“Disco is music for dancing, and people will always want to dance” - Giorgio Moroder.
Disco music was THE defining sound of the 1970s and represented a seismic shift in dance music culture - still resonating today. Rooted in the oppression of young black, latino, LGBTQ+, and working-class communities, disco and club culture provided a safe space for free expression away from the prying eyes of the mainstream. The sounds and feeling of disco took people out of their immediate circumstances allowed everyone the opportunity to shine on the dance floor.
Despite its association with the late-1970s, disco music germinated in the 1960s in the US and UK. David Mancuso’s legendary audiophile Loft parties played long rock and soul music to an eclectic crowd of music fans, and early DJs like Nicky Siano revolutionised the role of the DJ by blending two lush soul records into one another to create a sense of limitless sound where the music would never end. In contrast, Northern Soul clubs in the UK played faster, obscure soul records to working-class teenagers high on any number of stimulants and helped created a haven for those who felt left behind by society.
The four to the floor (4/4) drum beat pioneered by drummer Earl Young in the early 1970s not only gave disco its pulse but also afforded DJs the ability to seamlessly mix songs together all night long. Disco music was soulful, danceable, glamorous, energetic, uplifting, beautiful, and above all, fun. Sitting in stark contrast to other progressive rock, punk, and easy-listening acts of the 1970s, the multicultural, sexually liberated disco movement was a truly forward-thinking sound.
From 1977 disco became a key part of the charts and the cultural zeitgeist. With the opening of Studio 54 representing the exclusivity, euphoria, and excess of the music, Donna Summer’s number one sensation ‘I Feel Love’ and the release of Saturday Night Fever all act as markers of disco’s imperial phase.
Despite its burgeoning chart popularity, underground disco sounds continued to expand and avant-garde types gave the music a new edge.

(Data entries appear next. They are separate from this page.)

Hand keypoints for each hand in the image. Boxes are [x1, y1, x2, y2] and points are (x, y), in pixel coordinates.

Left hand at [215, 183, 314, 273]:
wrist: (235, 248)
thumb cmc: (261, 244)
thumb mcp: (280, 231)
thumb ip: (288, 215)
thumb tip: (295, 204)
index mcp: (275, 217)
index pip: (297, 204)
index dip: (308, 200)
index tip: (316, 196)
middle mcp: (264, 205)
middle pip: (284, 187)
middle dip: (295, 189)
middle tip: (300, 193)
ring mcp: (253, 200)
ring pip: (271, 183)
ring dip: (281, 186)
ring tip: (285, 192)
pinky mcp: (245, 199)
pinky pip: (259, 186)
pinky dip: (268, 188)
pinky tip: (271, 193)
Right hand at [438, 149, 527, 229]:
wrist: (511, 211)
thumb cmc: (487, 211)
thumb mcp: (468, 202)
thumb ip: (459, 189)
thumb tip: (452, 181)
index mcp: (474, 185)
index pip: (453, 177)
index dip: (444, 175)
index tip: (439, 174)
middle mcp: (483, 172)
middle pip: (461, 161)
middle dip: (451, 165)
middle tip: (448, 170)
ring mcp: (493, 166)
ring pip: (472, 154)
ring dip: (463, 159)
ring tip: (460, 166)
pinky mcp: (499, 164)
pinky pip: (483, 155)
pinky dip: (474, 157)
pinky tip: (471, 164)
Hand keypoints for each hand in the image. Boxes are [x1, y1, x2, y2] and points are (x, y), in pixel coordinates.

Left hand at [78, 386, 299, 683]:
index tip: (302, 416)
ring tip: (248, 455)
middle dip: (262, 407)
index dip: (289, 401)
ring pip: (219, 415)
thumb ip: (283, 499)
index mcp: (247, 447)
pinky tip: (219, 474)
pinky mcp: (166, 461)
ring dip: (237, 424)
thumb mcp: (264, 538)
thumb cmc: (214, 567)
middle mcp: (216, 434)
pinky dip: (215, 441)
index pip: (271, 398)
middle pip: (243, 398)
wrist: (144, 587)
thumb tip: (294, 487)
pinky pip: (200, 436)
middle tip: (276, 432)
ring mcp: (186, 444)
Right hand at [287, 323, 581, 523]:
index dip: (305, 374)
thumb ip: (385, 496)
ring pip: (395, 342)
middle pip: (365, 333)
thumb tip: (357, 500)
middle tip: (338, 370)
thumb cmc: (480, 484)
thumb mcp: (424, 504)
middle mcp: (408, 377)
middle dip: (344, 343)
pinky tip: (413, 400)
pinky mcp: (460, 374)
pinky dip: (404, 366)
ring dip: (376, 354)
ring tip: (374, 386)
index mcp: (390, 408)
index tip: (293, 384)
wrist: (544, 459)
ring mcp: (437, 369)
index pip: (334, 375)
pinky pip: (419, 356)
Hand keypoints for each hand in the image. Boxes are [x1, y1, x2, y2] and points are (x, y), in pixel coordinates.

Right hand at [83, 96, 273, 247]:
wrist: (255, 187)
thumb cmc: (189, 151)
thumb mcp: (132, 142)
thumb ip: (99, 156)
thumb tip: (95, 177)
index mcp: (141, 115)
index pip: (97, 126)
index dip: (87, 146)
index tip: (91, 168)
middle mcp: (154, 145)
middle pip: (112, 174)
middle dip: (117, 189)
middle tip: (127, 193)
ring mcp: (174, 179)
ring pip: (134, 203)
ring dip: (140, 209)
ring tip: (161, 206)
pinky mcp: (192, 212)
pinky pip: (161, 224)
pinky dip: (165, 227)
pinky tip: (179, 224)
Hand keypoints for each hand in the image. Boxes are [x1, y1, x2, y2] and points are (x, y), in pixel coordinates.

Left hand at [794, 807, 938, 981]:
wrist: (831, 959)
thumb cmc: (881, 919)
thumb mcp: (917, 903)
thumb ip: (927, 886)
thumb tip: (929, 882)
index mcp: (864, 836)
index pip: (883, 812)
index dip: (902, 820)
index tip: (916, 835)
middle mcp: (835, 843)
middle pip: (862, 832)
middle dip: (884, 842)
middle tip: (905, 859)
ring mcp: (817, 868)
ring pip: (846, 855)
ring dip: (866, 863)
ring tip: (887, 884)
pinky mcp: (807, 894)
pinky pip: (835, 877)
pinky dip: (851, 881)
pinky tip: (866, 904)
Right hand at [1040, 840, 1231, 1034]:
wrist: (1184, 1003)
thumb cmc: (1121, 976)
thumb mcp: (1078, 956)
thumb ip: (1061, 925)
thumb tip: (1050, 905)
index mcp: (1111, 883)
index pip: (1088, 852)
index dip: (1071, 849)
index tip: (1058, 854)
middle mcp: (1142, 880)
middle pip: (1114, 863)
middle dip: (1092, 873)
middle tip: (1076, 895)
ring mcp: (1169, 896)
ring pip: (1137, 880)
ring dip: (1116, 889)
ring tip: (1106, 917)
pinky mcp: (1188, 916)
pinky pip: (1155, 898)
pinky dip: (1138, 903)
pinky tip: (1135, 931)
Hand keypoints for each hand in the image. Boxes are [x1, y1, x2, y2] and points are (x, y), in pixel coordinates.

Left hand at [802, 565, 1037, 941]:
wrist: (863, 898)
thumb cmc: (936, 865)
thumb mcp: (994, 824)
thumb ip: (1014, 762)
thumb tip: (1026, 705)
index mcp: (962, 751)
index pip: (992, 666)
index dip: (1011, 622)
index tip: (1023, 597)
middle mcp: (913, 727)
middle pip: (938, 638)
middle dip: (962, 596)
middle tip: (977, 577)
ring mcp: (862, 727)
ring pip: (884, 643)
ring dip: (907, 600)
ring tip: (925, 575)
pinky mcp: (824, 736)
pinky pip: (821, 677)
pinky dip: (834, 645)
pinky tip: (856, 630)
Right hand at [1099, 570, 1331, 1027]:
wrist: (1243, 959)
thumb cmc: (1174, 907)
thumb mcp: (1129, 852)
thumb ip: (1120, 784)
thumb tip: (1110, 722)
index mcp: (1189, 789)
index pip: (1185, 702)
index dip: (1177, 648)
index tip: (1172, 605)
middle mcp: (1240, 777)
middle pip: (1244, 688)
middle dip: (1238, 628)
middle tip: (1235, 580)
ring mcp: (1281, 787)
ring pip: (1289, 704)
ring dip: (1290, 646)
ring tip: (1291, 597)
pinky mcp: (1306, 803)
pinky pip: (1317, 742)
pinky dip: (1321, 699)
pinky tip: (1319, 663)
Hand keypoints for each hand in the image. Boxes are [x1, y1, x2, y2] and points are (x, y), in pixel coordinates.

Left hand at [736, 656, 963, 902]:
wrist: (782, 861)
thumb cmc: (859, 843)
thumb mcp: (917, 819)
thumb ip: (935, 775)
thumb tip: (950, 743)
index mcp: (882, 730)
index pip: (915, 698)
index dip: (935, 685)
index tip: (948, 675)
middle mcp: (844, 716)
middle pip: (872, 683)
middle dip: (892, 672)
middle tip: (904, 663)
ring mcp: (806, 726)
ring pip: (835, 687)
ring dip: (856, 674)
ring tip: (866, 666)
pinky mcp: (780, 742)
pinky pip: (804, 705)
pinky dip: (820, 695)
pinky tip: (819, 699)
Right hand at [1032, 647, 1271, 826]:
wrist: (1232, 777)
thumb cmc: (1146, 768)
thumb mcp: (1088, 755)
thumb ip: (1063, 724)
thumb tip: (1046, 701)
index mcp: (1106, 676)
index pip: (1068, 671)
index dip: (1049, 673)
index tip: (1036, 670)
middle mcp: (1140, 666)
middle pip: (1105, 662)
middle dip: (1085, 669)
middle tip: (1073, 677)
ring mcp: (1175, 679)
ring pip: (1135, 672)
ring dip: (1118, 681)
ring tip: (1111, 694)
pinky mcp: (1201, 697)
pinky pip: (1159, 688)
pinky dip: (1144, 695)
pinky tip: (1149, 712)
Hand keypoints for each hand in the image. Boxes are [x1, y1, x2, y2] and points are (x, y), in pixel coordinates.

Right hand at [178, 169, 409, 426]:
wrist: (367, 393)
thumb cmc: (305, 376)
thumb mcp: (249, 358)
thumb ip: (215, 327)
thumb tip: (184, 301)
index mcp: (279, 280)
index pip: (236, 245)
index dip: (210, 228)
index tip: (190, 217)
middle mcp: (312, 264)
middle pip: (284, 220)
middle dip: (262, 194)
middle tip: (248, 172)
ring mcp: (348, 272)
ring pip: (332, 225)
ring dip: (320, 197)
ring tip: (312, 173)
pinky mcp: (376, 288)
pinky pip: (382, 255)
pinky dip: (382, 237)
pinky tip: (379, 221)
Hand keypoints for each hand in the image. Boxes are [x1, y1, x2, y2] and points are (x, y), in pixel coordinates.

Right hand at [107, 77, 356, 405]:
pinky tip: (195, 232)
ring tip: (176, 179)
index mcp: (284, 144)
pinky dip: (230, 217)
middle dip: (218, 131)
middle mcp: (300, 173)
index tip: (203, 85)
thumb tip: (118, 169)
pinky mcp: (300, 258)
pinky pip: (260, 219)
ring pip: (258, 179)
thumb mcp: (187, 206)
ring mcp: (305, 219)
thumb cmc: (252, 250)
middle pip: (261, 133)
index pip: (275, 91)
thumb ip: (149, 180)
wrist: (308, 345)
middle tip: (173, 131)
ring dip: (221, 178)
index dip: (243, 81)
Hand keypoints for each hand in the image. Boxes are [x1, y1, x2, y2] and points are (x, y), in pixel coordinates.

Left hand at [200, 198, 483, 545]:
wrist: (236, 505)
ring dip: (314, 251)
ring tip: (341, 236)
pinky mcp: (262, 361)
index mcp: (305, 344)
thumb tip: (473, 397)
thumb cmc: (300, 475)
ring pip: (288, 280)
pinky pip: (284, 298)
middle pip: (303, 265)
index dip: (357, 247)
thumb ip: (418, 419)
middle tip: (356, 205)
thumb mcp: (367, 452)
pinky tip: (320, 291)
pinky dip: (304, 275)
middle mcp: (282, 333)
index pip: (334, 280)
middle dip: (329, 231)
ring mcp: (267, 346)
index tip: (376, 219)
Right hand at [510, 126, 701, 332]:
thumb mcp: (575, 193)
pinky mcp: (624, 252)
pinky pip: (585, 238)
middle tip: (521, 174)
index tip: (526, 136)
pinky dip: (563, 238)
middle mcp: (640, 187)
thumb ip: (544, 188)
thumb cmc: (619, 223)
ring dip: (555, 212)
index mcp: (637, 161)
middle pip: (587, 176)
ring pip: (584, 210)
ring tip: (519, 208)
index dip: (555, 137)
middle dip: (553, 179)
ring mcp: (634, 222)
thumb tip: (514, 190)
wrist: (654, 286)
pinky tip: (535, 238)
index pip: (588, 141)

Uber-cool labels like ZE Records fused disco with the discordant no-wave, punk, jazz, funk, and hip-hop sounds of the New York streets to create their own ‘mutant-disco’ palettes. The Paradise Garage and its resident demi-god, Larry Levan, brought together disco with electronica, hip-hop, funk and more to drive the sound into the future, while groundbreaking producers such as Patrick Adams brought synthesisers, humour and creative production techniques together to keep disco one step ahead of the herd.
Anything successful will find its critics and the disco backlash came hard and fast. Rock fans’ dislike of the hugely popular, and predominantly black disco sound reached fever pitch in 1979 during the Disco Demolition night at Cominsky Park in Chicago. Fuelled by homophobia, racism and alcohol, thousands of baseball fans burned black records, chanted ‘disco SUCKS’, and stoked a sense of tension and fear around a once proud music.
Disco’s mainstream success didn’t die with the Disco Demolition night, despite acts such as Chic losing their chart dominance. The sound adapted, and pop stars such as Prince, Madonna, Diana Ross, Grace Jones and Michael Jackson released number one hits firmly rooted around the 4/4 beat and disco’s perfected formula.
The sound of disco continued to morph at the start of the 80s, from clean, calculated post-disco, to the bass-forward funk of boogie, the European noir of italo-disco, the electronic minimalism of synth-pop, the queer euphoria of Hi-NRG and its eventual turn to house music in the mid-80s which helped spawn the modern club sound we know today.
Disco’s revolutionary nature never died, and the advent of the HIV/AIDS crisis of the 1980s and tragic deaths of key disco stalwarts such as Sylvester acted as the catalyst for renewed urgency and drive towards social change.